Jason Zucker also scored for the Sabres, and his goal was part of a second-period swing that changed the shape of the night after a slow start. Zucker said Buffalo had only two shots on goal in the first period, then regrouped to play its game in the second and third.
That turnaround is now part of what Buffalo takes into Sunday. The Sabres have wins piling up, but they also have a clear example of how quickly a narrow margin can return in the third period when the opponent gets a power-play chance with the goalie pulled.
KeyBank Center game turns on a second-period response, then a third-period stand
Nashville struck first in the second period. Zachary L’Heureux scored at 1: 17 to make it 1-0, finishing a centering pass from Jonathan Marchessault and beating Lyon with a wrist shot. The assist was Marchessault’s 300th in the NHL.

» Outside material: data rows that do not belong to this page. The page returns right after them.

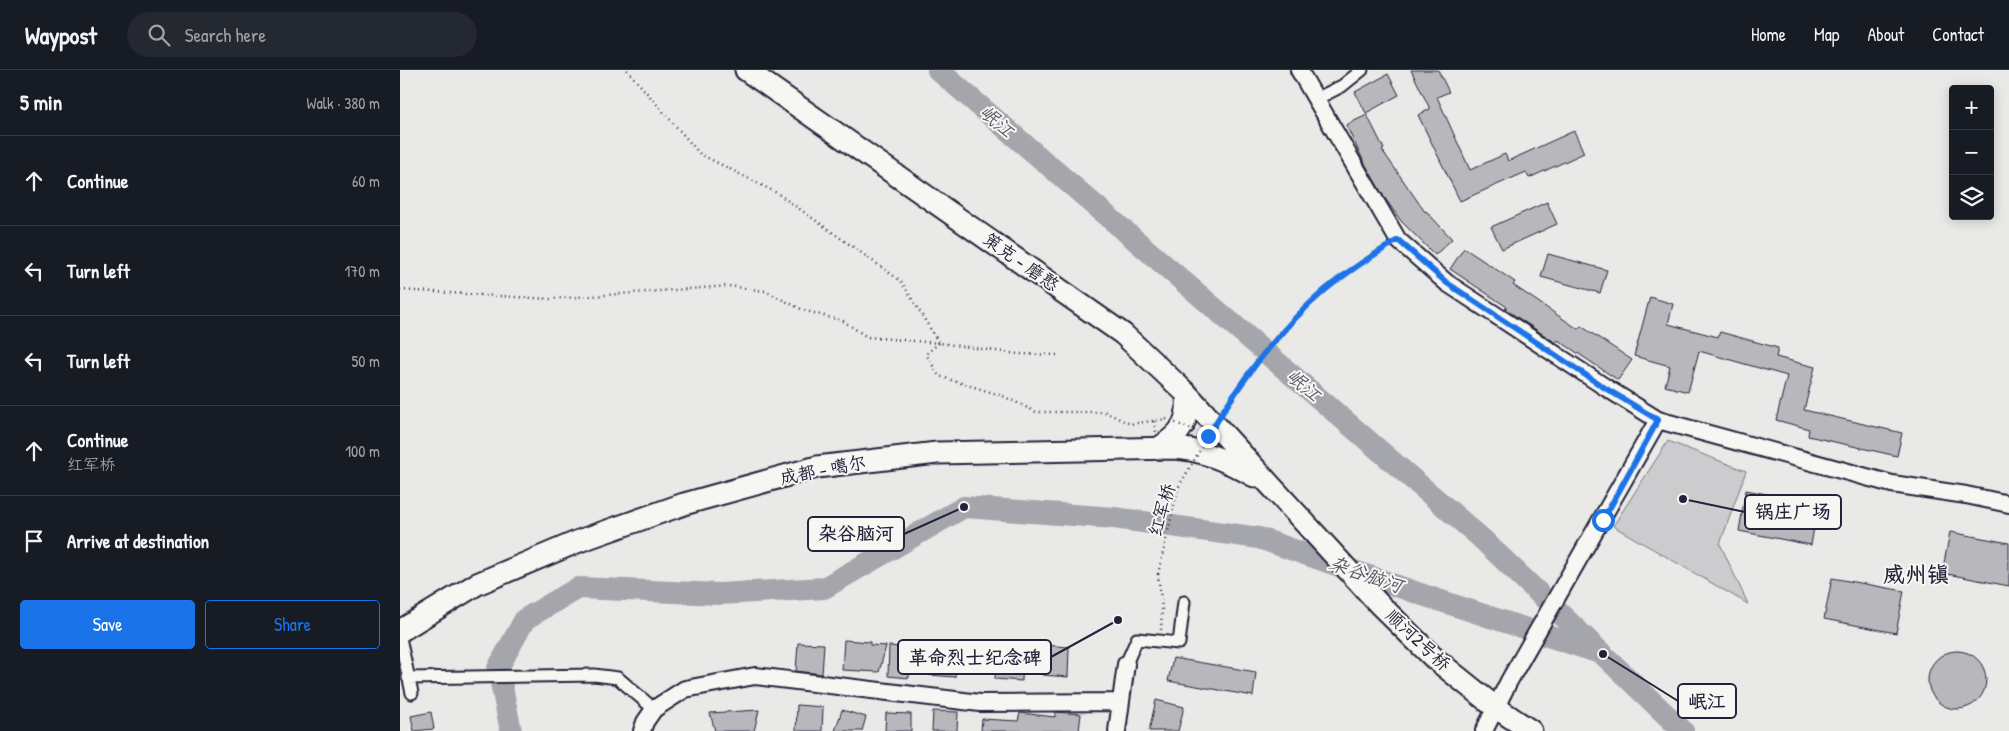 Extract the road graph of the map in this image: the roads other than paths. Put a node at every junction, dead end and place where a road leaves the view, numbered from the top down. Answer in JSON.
{"nodes":[{"id":1,"x":746,"y":70,"type":"edge"},
{"id":2,"x":1299,"y":70,"type":"edge"},
{"id":3,"x":1362,"y":70,"type":"edge"},
{"id":4,"x":1316,"y":100,"type":"junction"},
{"id":5,"x":1187,"y":394,"type":"junction"},
{"id":6,"x":1658,"y":420,"type":"junction"},
{"id":7,"x":1166,"y":448,"type":"junction"},
{"id":8,"x":1270,"y":485,"type":"junction"},
{"id":9,"x":2009,"y":504,"type":"edge"},
{"id":10,"x":1184,"y":602,"type":"dead end"},
{"id":11,"x":400,"y":630,"type":"edge"},
{"id":12,"x":400,"y":638,"type":"edge"},
{"id":13,"x":1126,"y":664,"type":"joint"},
{"id":14,"x":408,"y":678,"type":"junction"},
{"id":15,"x":412,"y":694,"type":"dead end"},
{"id":16,"x":1121,"y":702,"type":"junction"},
{"id":17,"x":1495,"y":707,"type":"junction"},
{"id":18,"x":654,"y":709,"type":"junction"},
{"id":19,"x":642,"y":731,"type":"edge"},
{"id":20,"x":1117,"y":731,"type":"edge"},
{"id":21,"x":1484,"y":731,"type":"edge"},
{"id":22,"x":1531,"y":731,"type":"edge"}],
"edges":[{"from":1,"to":5,"type":"highway","name":"策克 - 磨憨"},
{"from":2,"to":4,"type":"street"},
{"from":3,"to":4,"type":"street"},
{"from":4,"to":6,"type":"street"},
{"from":5,"to":7,"type":"highway"},
{"from":5,"to":8,"type":"highway","name":"策克 - 磨憨"},
{"from":6,"to":9,"type":"street"},
{"from":6,"to":17,"type":"street"},
{"from":7,"to":8,"type":"highway","name":"成都 - 噶尔"},
{"from":7,"to":11,"type":"highway","name":"成都 - 噶尔"},
{"from":8,"to":17,"type":"highway","name":"顺河2号桥"},
{"from":10,"to":13,"type":"street"},
{"from":12,"to":14,"type":"street"},
{"from":13,"to":16,"type":"street"},
{"from":14,"to":15,"type":"street"},
{"from":14,"to":18,"type":"street"},
{"from":16,"to":18,"type":"street"},
{"from":16,"to":20,"type":"street"},
{"from":17,"to":21,"type":"street"},
{"from":17,"to":22,"type":"highway"},
{"from":18,"to":19,"type":"street"}]}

Buffalo answered later in the period. Thompson tied it 1-1 at 12: 39 when he took a feed from Alex Tuch in the right circle and sent a wrist shot that deflected in off Tyson Jost’s stick to get by Saros. Buffalo coach Lindy Ruff highlighted the shot afterward, calling it an important goal that brought energy and helped turn the night.
Zucker put Buffalo ahead 2-1 at 14: 17, banging in the puck after a shot from Jack Quinn squeaked through Saros and rolled toward the goal line. The Sabres then extended the lead early in the third on the josh doan finish, before Nashville’s late push trimmed the margin again.
For Nashville, the loss deepened a tough stretch: the Predators have lost four of their past five games (1-3-1). Coach Andrew Brunette said the game felt “playoff-type, ” pointing to limited space and a momentum shift after a couple mistakes in the second period. Nashville had chances late, but the finish didn’t fall its way.
For Buffalo, the immediate consequence is already on the schedule. The Sabres play the second of a back-to-back set against the Tampa Bay Lightning on Sunday, with Saturday’s one-goal finish serving as both momentum and a warning: even with a two-goal lead early in the third, the margin can shrink fast when special teams and empty-net situations enter the equation.
If Buffalo carries the same third-period structure into Sunday’s game and avoids the late swing that came after Wood’s tip-in at 16: 08, the Sabres’ six-game streak could extend again by the end of the weekend.